THE plight of a Mill Park pensioner forced to take taxis to hospital for his cancer treatment after his bus service was cancelled has sparked a move to restore the service.
Jeffrey Wood, 69, relied on the 563 bus to get to radiation treatment for lung cancer at the Peter MacCallum Hospital in East Melbourne.
But in April the service, which passed close to his home, was cancelled. It was one of 12 rerouted by the state government after it extended train services to southern South Morang.
Mr Wood, who died six weeks ago, and his wife, Margaret, were left with a 10 to 15-minute walk to the nearest buses – uphill walks that he couldn’t manage, his daughter Leanne Cacoyiannis said.
“They were housebound. They had to use taxis to get into Peter MacCallum or relied on me driving them and taking time off work,” she said.
Her parents moved to their Melrose Place house 12 years ago because a bus stop was around the corner in Mill Park Drive. Her father, a retired railway worker, had never driven.

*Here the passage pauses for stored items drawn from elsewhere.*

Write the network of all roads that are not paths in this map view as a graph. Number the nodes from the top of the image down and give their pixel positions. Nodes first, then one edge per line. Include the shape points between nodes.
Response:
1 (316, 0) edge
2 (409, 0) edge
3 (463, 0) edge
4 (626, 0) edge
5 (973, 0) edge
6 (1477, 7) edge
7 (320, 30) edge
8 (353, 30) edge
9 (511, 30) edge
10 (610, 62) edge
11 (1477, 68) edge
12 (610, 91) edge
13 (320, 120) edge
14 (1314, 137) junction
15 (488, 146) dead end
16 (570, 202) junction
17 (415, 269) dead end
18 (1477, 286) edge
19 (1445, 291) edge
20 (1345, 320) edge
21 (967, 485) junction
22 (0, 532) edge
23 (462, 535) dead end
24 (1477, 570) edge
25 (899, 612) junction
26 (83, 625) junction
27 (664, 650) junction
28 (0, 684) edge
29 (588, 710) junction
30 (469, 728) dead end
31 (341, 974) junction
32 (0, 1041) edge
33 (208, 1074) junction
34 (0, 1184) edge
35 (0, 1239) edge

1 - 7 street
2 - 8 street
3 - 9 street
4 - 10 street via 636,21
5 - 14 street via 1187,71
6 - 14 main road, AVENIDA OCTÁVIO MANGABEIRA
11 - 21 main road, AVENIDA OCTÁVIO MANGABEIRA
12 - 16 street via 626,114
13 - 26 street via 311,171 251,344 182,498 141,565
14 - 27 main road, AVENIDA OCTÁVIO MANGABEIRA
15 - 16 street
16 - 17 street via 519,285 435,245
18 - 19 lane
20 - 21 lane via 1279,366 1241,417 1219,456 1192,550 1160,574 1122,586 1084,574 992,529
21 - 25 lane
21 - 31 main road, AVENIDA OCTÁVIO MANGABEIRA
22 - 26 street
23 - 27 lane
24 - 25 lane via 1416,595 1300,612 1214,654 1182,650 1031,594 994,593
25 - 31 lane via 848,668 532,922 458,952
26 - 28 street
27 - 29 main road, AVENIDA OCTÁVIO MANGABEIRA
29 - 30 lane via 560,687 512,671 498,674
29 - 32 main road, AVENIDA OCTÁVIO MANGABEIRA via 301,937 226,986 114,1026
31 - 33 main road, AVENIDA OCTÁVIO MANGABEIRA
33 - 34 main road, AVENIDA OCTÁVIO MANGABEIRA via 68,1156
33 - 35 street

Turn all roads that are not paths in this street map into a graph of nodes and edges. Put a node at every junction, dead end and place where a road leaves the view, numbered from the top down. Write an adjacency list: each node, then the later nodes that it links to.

The Woods were so upset by the extra stress that they asked Whittlesea councillor Mary Lalios to circulate a petition to restore the bus service.
“Dad always loved getting the bus and going for a cup of coffee up at Westfield, but in the last months of his life he couldn’t even get up to the bus stop to go for a coffee,” Ms Cacoyiannis said.
“He said, ‘I feel like I’m dead, I can’t even get out of my own house’. For Dad to end up like that was just disgusting. Even as he lay dying in hospital, he would ask: ‘Have you heard anything about the bus?”‘
Cr Lalios said: “What happened with Mr Wood highlights the personal struggles people have to go through because of bureaucratic decision-making without any consultation.”
A public meeting over lost bus services will be held at Mill Park Community Centre, Blamey Drive, at 2.30pm on Friday, August 17.